Stan owns and manages a 200+ acre diversified organic farm producing dozens of varieties of organic fruits and vegetables, drug-free free-range poultry and beef. He also grows organic dent corn, sweet corn, popcorn, food and feed grade soybeans and hard red wheat. 100% of his income comes from his farm and employs 6-8 people in the peak of the season.
He attributes most of his weed management success to the use of cover crops in the rotation. He tills for several flushes of weeds prior to planting. His 5 year crop rotation is wheat underseeded with red clover→clover→clover→corn (seeded down to rye or oats over winter)→soybeans. The red clover provides a nitrogen plowdown. The rye or oats are disked in prior to seeding soybeans, protecting the soil from erosion, providing green manure crops, and enhancing soil fertility. For Stan, red clover has proven to have the healthiest stand with the greatest soil benefit.
For pest and disease management, Stan has done a lot of on-farm research and variety trials to determine which breeds will best serve his operation. He rotates his animals through his organic paddocks, starting with beef cattle, followed by sheep, hogs, chickens and ducks. This system utilizes available nutrition, returns nutrients back to the soil, and promotes productivity from the forage mixes. Long periods of rest between livestock rotations break the life cycles of any pests deposited on pastures and allowed the forage to return to full stand.
Innovative marking is Stan’s strong suit. He sells direct to consumers at several farmers markets and has created the Triple “S” Farms Buying Club. For a modest deposit and monthly subscription price, members can received a family, couple, or single-sized box of his meat and poultry products. He is currently developing “cow shares” which will allow interested customers to be cooperative owners of a dairy cow that he will milk and care for, and then distribute frozen organic milk to the owners. He has been working with University of Illinois Extension to determine the feasibility of a multi-species, value-added processing plant.
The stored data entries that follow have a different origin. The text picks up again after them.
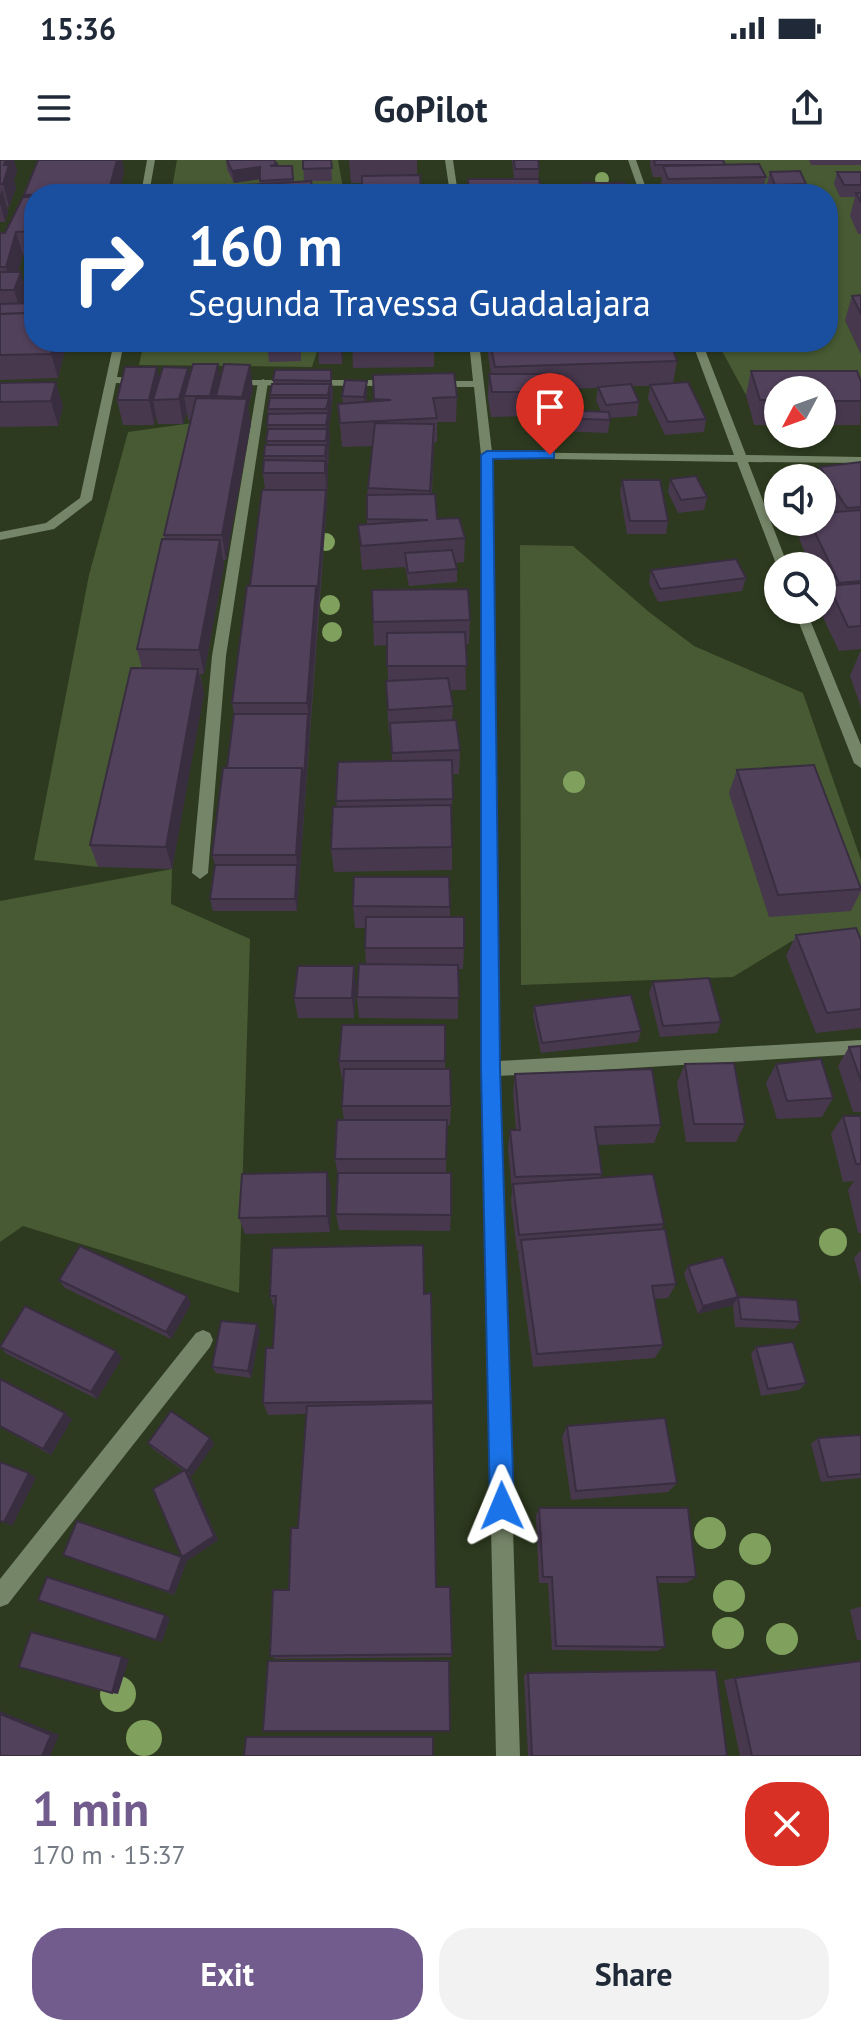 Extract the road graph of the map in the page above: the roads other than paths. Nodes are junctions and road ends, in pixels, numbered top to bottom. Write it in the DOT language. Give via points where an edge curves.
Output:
graph roads {
  1 [pos="151,160"];
  2 [pos="449,160"];
  3 [pos="632,160"];
  4 [pos="147,184"];
  5 [pos="453,184"];
  6 [pos="640,184"];
  7 [pos="117,352"];
  8 [pos="475,352"];
  9 [pos="701,352"];
  10 [pos="111,380"];
  11 [pos="157,381"];
  12 [pos="217,381"];
  13 [pos="263,382"];
  14 [pos="402,383"];
  15 [pos="418,384"];
  16 [pos="480,384"];
  17 [pos="487,455"];
  18 [pos="738,457"];
  19 [pos="861,460"];
  20 [pos="0,536"];
  21 [pos="776,552"];
  22 [pos="806,624"];
  23 [pos="861,763"];
  24 [pos="200,873"];
  25 [pos="861,1047"];
  26 [pos="490,1069"];
  27 [pos="203,1340"];
  28 [pos="0,1596"];
  29 [pos="508,1756"];
  1 -- 4 [label="street"];
  2 -- 5 [label="street"];
  3 -- 6 [label="street"];
  7 -- 10 [label="street"];
  8 -- 16 [label="street"];
  9 -- 18 [label="street"];
  10 -- 11 [label="street"];
  10 -- 20 [label="street" via="86,500 50,526"];
  12 -- 13 [label="street"];
  13 -- 14 [label="street"];
  13 -- 24 [label="street" via="219,656"];
  15 -- 16 [label="street"];
  16 -- 17 [label="street"];
  17 -- 18 [label="street"];
  17 -- 26 [label="street"];
  18 -- 19 [label="street"];
  18 -- 21 [label="street"];
  22 -- 23 [label="street"];
  25 -- 26 [label="street"];
  26 -- 29 [label="street"];
  27 -- 28 [label="street"];
} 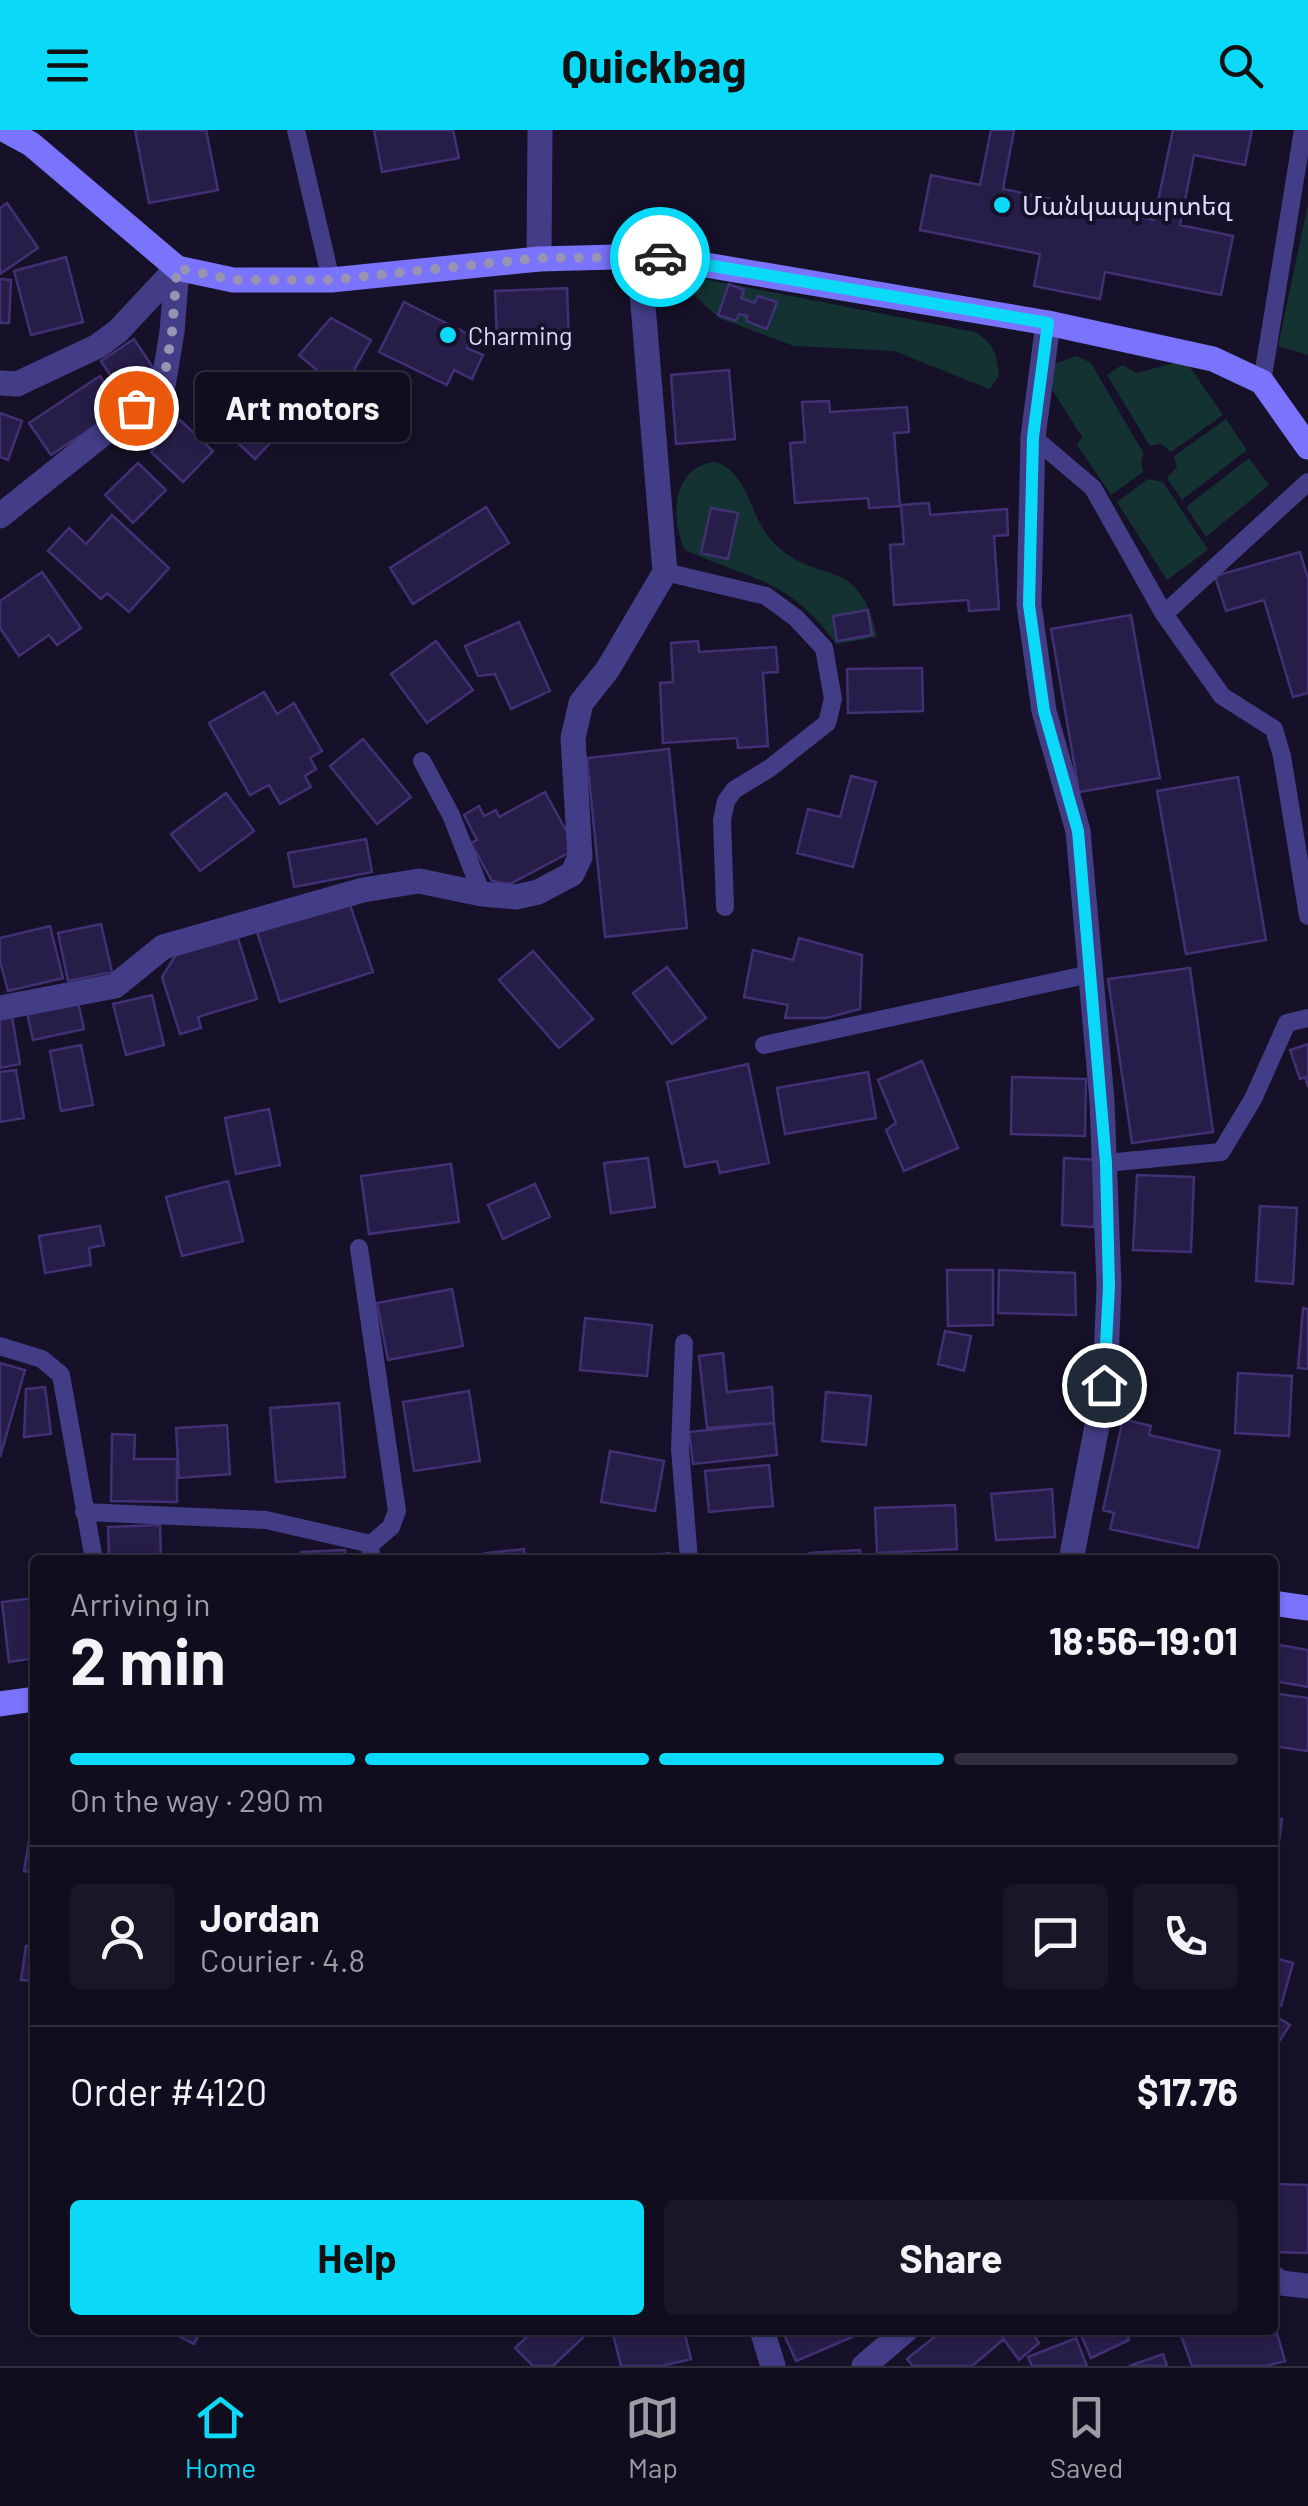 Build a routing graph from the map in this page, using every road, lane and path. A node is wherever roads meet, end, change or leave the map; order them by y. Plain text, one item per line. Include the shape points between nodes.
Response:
1 (4, 130) edge
2 (296, 130) edge
3 (540, 130) edge
4 (1303, 130) edge
5 (653, 256) junction
6 (539, 258) junction
7 (177, 268) junction
8 (331, 280) junction
9 (1048, 323) junction
10 (1262, 382) junction
11 (0, 383) edge
12 (1033, 437) junction
13 (1307, 440) edge
14 (1308, 482) edge
15 (0, 516) edge
16 (665, 572) junction
17 (1164, 614) junction
18 (422, 762) dead end
19 (482, 894) junction
20 (725, 907) dead end
21 (1308, 916) edge
22 (1090, 974) junction
23 (0, 1008) edge
24 (1308, 1018) edge
25 (764, 1045) dead end
26 (1106, 1163) junction
27 (359, 1248) dead end
28 (684, 1343) dead end
29 (0, 1346) edge
30 (84, 1512) junction
31 (370, 1552) edge
32 (93, 1555) edge
33 (689, 1555) edge
34 (1072, 1555) edge
35 (1278, 1604) edge
36 (1308, 1608) edge
37 (30, 1700) edge
38 (0, 1704) edge
39 (1278, 2282) edge
40 (1308, 2286) edge
41 (764, 2335) edge
42 (900, 2335) edge
43 (773, 2366) edge
44 (864, 2366) edge

1 - 7 street via 31,144
2 - 8 lane
3 - 6 street
4 - 10 lane
5 - 6 street
5 - 9 street
5 - 16 street via 642,293
6 - 8 street
7 - 8 street via 233,280
7 - 11 street via 98,346 18,384
7 - 15 street via 163,386
9 - 10 street via 1213,359
9 - 12 street
10 - 13 street
12 - 17 lane via 1093,488
12 - 22 street via 1029,605 1044,711 1078,831
14 - 17 lane
16 - 19 street via 581,703 572,738 576,867 538,892
16 - 20 lane via 766,596 824,648 833,699 828,723 726,801
17 - 21 lane via 1222,696 1274,730
18 - 19 lane
19 - 23 street via 419,881 363,890 163,947 115,986
22 - 25 lane
22 - 26 street
24 - 26 lane via 1287,1023 1222,1152
26 - 34 street via 1104,1385
27 - 31 lane via 396,1511 392,1527
28 - 33 lane via 680,1449
29 - 30 lane via 42,1360 61,1376
30 - 31 lane via 266,1520
30 - 32 lane
35 - 36 street
37 - 38 street
39 - 40 street
41 - 43 street
42 - 44 street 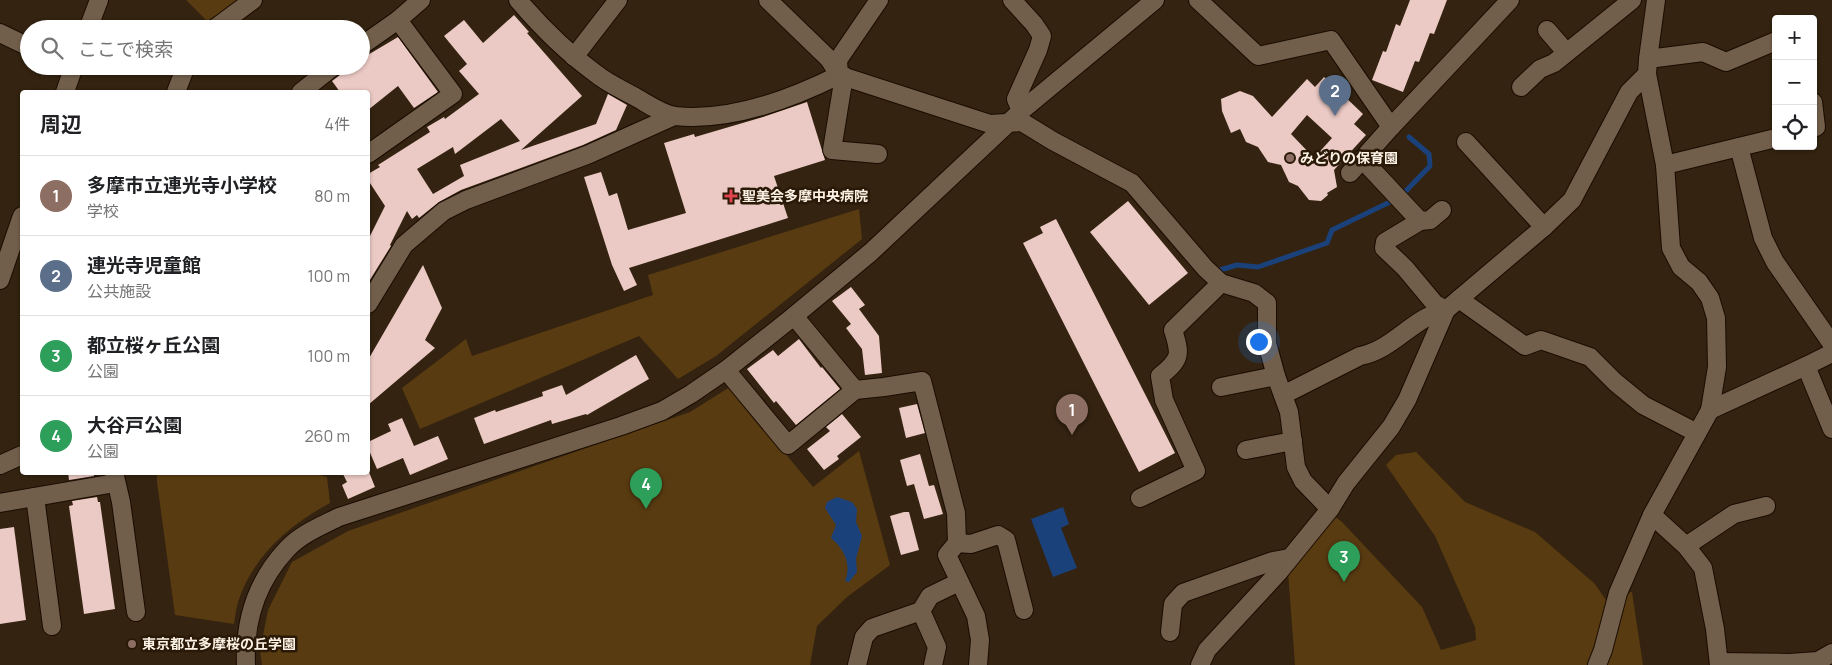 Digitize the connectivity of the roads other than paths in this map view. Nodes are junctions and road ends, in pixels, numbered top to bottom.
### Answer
1 (98, 0) edge
2 (253, 0) edge
3 (421, 0) edge
4 (518, 0) edge
5 (618, 0) edge
6 (768, 0) edge
7 (879, 0) edge
8 (1012, 0) edge
9 (1156, 0) edge
10 (1198, 0) edge
11 (1510, 0) edge
12 (1632, 0) edge
13 (1656, 0) edge
14 (91, 20) edge
15 (226, 20) edge
16 (398, 20) junction
17 (1547, 30) dead end
18 (0, 33) edge
19 (370, 40) edge
20 (20, 43) edge
21 (1772, 43) edge
22 (1566, 52) junction
23 (574, 57) junction
24 (1647, 66) junction
25 (71, 75) edge
26 (183, 75) edge
27 (323, 75) edge
28 (841, 76) junction
29 (1521, 87) dead end
30 (66, 90) edge
31 (177, 90) edge
32 (304, 90) edge
33 (674, 116) junction
34 (1016, 117) junction
35 (1390, 127) junction
36 (1772, 139) edge
37 (1466, 142) dead end
38 (1739, 147) junction
39 (370, 153) edge
40 (878, 154) dead end
41 (1362, 160) junction
42 (1665, 164) junction
43 (1350, 173) dead end
44 (1442, 210) dead end
45 (1420, 220) junction
46 (20, 222) edge
47 (1544, 227) junction
48 (0, 280) edge
49 (1221, 283) junction
50 (370, 294) edge
51 (1459, 299) junction
52 (1446, 310) junction
53 (794, 316) junction
54 (1832, 344) edge
55 (1832, 353) edge
56 (1806, 366) junction
57 (726, 370) junction
58 (1276, 376) junction
59 (1221, 387) dead end
60 (855, 390) junction
61 (1282, 395) junction
62 (1710, 410) junction
63 (1832, 428) edge
64 (1697, 433) junction
65 (1293, 441) junction
66 (1246, 450) dead end
67 (20, 456) edge
68 (0, 465) edge
69 (114, 478) edge
70 (35, 497) junction
71 (1140, 498) dead end
72 (0, 503) edge
73 (1766, 506) dead end
74 (1330, 509) junction
75 (1652, 515) junction
76 (957, 543) junction
77 (1686, 546) junction
78 (1289, 558) junction
79 (960, 582) junction
80 (1024, 610) dead end
81 (921, 611) junction
82 (136, 612) dead end
83 (52, 626) dead end
84 (1170, 632) dead end
85 (1832, 652) edge
86 (1719, 664) edge
87 (246, 665) edge
88 (857, 665) edge
89 (933, 665) edge
90 (978, 665) edge
91 (1200, 665) edge
92 (1597, 665) edge

1 - 14 street
2 - 15 street
3 - 16 street
4 - 23 street
5 - 23 street
6 - 28 street
7 - 28 street
8 - 34 street
9 - 34 street
10 - 35 street
11 - 35 street
12 - 22 street
13 - 24 street
16 - 19 street
16 - 39 street
17 - 22 street
18 - 20 street
21 - 24 street
22 - 29 street
23 - 33 street
24 - 42 street
24 - 47 street
25 - 30 street
26 - 31 street
27 - 32 street
28 - 33 street
28 - 34 street
28 - 40 street
33 - 50 street
34 - 49 street
34 - 53 street
35 - 41 street
36 - 38 street
37 - 47 street
38 - 42 street
38 - 54 street
41 - 43 street
41 - 45 street
42 - 62 street
44 - 45 street
45 - 52 street
46 - 48 street
47 - 51 street
49 - 58 street
49 - 71 street
51 - 52 street
51 - 64 street
52 - 61 street
52 - 74 street
53 - 57 street
53 - 60 street
55 - 56 street
56 - 62 street
56 - 63 street
57 - 60 street
57 - 87 street
58 - 59 street
58 - 61 street
60 - 76 street
61 - 65 street
62 - 64 street
64 - 75 street
65 - 66 street
65 - 74 street
67 - 68 street
69 - 70 street
69 - 82 street
70 - 72 street
70 - 83 street
73 - 77 street
74 - 78 street
75 - 77 street
75 - 92 street
76 - 79 street
76 - 80 street
77 - 86 street
78 - 84 street
78 - 91 street
79 - 81 street
79 - 90 street
81 - 88 street
81 - 89 street
85 - 86 street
Water has been an especially important indicator of the changes in Stan’s farm resources. The increase in his soil organic matter under organic practices has vastly increased the water-retaining capacity of his fields. He attributes much of this improvement to his cover-cropping practices. He also has planted buffer strips and fallow land to native prairie. He has seen an explosion in the wildlife on his farm.
Stan will be the first to admit that he is shy about public speaking, but nonetheless, he has become an educator in many different Illinois forums. He speaks very matter-of-factly about what he does and why. Having been a conventional farmer himself, he understands their skepticism, allowing him to more appropriately address their concerns.
Although he first joined OCIA in 1997, Stan has been certified by OCIA Illinois Chapter #1 since 2002. The Chapter went from 150+ members in the late 1990’s to 15 members in 2002, when Stan was elected President. His goal was to revitalize the chapter. Stan thinks OCIA serves small and medium-sized producers very well. The chapter now has over 75 members. Stan serves as an inspiration and resource for aspiring organic farmers, particularly through the Central Illinois Farm Beginnings program. This program provides classes and internship opportunities for people who wish to become sustainable farmers.
Stan feels that part of his success has been “leading by example.” Stan also says that “nothing is truly sustainable if you can’t pass it on”, so farm succession is also a major concern. He is delighted that his son has begun his own organic farming ventures at the home farm while obtaining his college degree. With his son involved, Stan says “farming has become fun again.”